● **INSTRUCTIONS TO FOLLOW**: Pull each line with the string "hand" from the entries.

Images with localized body landmarks
- Opening Delimiter -
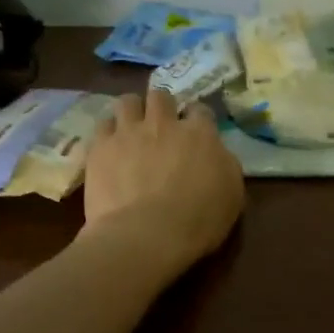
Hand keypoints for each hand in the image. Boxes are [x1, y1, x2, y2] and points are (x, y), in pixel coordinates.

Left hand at [81, 89, 245, 277]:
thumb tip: (216, 153)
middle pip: (161, 96)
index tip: (195, 132)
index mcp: (200, 134)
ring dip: (132, 111)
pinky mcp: (100, 148)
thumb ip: (224, 165)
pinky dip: (108, 133)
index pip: (200, 110)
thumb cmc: (199, 221)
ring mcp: (129, 132)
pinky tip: (110, 146)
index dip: (197, 119)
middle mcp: (163, 123)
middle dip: (162, 107)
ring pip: (128, 102)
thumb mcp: (233, 195)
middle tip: (161, 127)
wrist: (147, 236)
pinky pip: (102, 125)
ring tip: (131, 128)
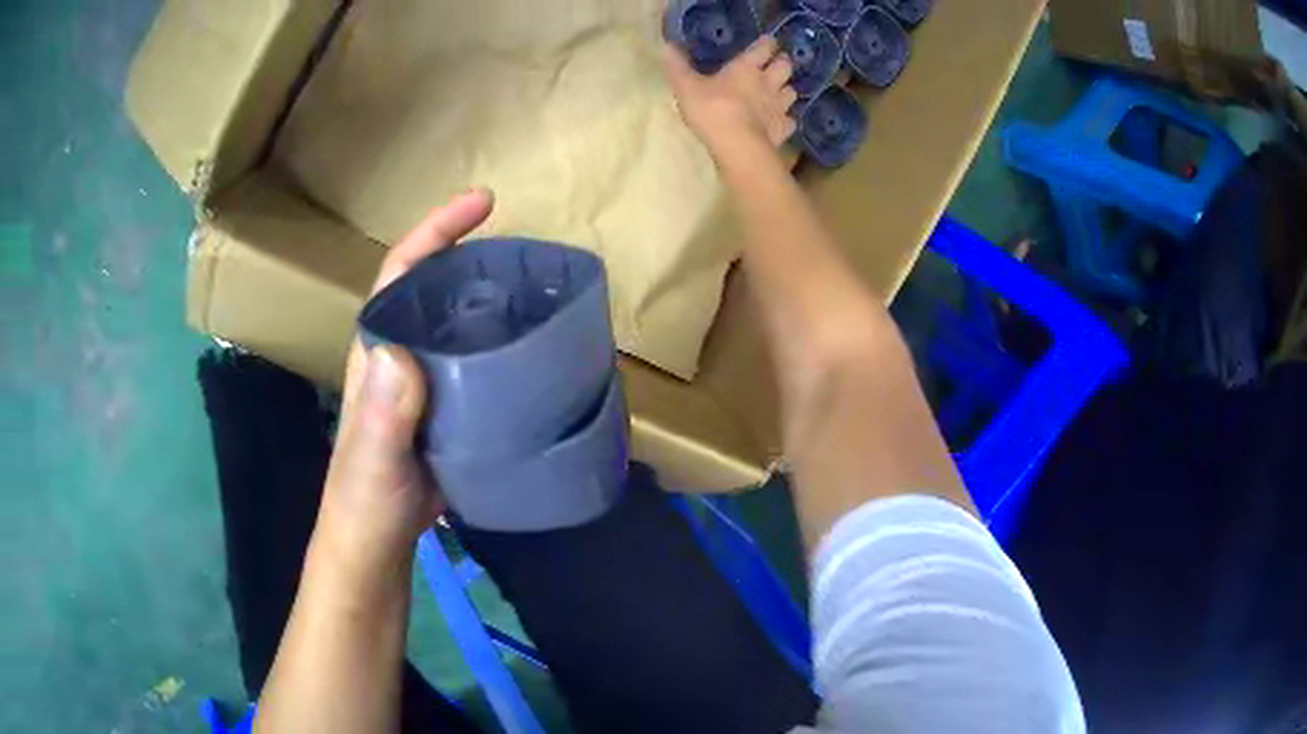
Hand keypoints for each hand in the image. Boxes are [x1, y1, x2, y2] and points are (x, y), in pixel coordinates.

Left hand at [315, 189, 495, 570]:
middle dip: (475, 259)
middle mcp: (401, 354)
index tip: (482, 203)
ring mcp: (426, 382)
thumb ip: (384, 414)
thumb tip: (402, 356)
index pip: (401, 272)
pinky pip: (478, 365)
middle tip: (527, 254)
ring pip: (460, 325)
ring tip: (540, 296)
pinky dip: (502, 350)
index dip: (436, 231)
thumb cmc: (366, 499)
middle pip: (436, 289)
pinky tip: (533, 356)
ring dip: (493, 303)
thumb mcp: (372, 459)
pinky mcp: (448, 410)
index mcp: (378, 349)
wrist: (377, 541)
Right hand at [662, 35, 797, 155]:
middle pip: (785, 66)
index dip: (767, 43)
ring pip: (791, 91)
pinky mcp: (783, 128)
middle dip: (782, 63)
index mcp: (747, 68)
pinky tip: (780, 120)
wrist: (738, 146)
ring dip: (786, 89)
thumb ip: (678, 67)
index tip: (767, 41)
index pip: (764, 48)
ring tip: (779, 91)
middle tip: (776, 64)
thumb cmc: (712, 110)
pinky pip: (791, 120)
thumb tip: (667, 46)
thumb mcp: (687, 87)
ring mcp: (779, 107)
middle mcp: (768, 83)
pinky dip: (787, 118)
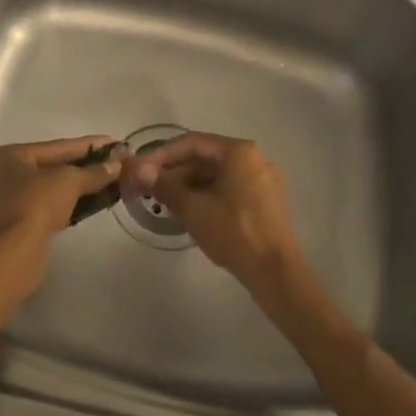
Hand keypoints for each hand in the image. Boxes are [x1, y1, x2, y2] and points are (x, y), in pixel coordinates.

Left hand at [0, 136, 122, 289]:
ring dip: (83, 186)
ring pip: (54, 188)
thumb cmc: (36, 205)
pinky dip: (73, 203)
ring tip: (113, 182)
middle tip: (116, 163)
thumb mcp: (69, 181)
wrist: (14, 255)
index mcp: (11, 156)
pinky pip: (51, 206)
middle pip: (55, 166)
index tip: (115, 142)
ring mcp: (11, 201)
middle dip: (87, 167)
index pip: (58, 146)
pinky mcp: (20, 225)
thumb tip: (117, 165)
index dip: (89, 145)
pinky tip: (97, 202)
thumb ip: (94, 172)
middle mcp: (6, 175)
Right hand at [130, 134, 304, 294]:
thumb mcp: (193, 209)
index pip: (192, 143)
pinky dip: (208, 195)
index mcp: (238, 151)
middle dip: (176, 172)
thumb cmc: (233, 232)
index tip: (141, 169)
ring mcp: (263, 180)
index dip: (162, 154)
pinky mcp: (266, 200)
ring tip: (166, 202)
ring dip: (190, 185)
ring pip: (218, 175)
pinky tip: (191, 211)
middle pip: (206, 158)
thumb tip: (140, 170)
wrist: (276, 273)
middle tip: (150, 187)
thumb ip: (165, 186)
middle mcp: (254, 158)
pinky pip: (231, 188)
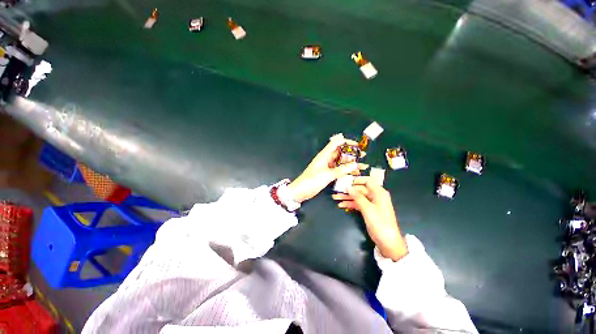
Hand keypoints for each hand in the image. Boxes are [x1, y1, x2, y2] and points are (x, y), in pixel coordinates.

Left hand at [287, 134, 368, 202]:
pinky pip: (339, 170)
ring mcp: (327, 167)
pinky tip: (354, 173)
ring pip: (341, 162)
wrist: (301, 191)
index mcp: (324, 155)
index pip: (336, 143)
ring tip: (362, 165)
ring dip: (351, 163)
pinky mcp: (328, 174)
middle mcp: (326, 159)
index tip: (357, 145)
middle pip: (340, 153)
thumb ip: (341, 170)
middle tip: (363, 155)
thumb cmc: (312, 180)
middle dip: (352, 153)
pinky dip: (346, 171)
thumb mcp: (327, 174)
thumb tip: (355, 164)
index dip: (346, 142)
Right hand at [332, 176, 407, 260]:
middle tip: (336, 190)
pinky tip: (341, 205)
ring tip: (335, 197)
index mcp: (379, 193)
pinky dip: (350, 204)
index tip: (346, 181)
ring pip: (357, 197)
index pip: (368, 181)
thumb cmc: (380, 224)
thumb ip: (358, 197)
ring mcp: (371, 203)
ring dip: (347, 197)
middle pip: (360, 189)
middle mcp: (375, 196)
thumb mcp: (368, 209)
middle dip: (348, 190)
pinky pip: (357, 204)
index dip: (357, 180)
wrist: (387, 242)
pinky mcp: (368, 210)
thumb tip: (348, 187)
- Closing Delimiter -
● **SOLUTION BELOW**:
Hand keypoints for each hand in the image. Boxes are [x1, y1, x2, y2] and points are (x, y), in pixel coordinates.
Left hand at [81, 89, 245, 277]:
Hand keypoints for each hand in the image. Boxes are [x1, y1, x2, y2] and points are (x, y), in pixel coordinates.
Left hand at [315, 189, 495, 570]:
Right hand at [662, 35, 797, 155]:
Hand keypoints for each hand in the image. Boxes are [x1, y1, x2, y2] and points are (x, y), in pixel coordinates.
Left hand at [0, 136, 122, 289]:
Right hand at [130, 134, 304, 294]:
Hand keypoints for each hand in the image. Boxes are [x1, y1, x2, y2] and points are (x, y), in pixel coordinates.
Left hand at [287, 134, 368, 202]:
Right hand at [332, 176, 407, 260]:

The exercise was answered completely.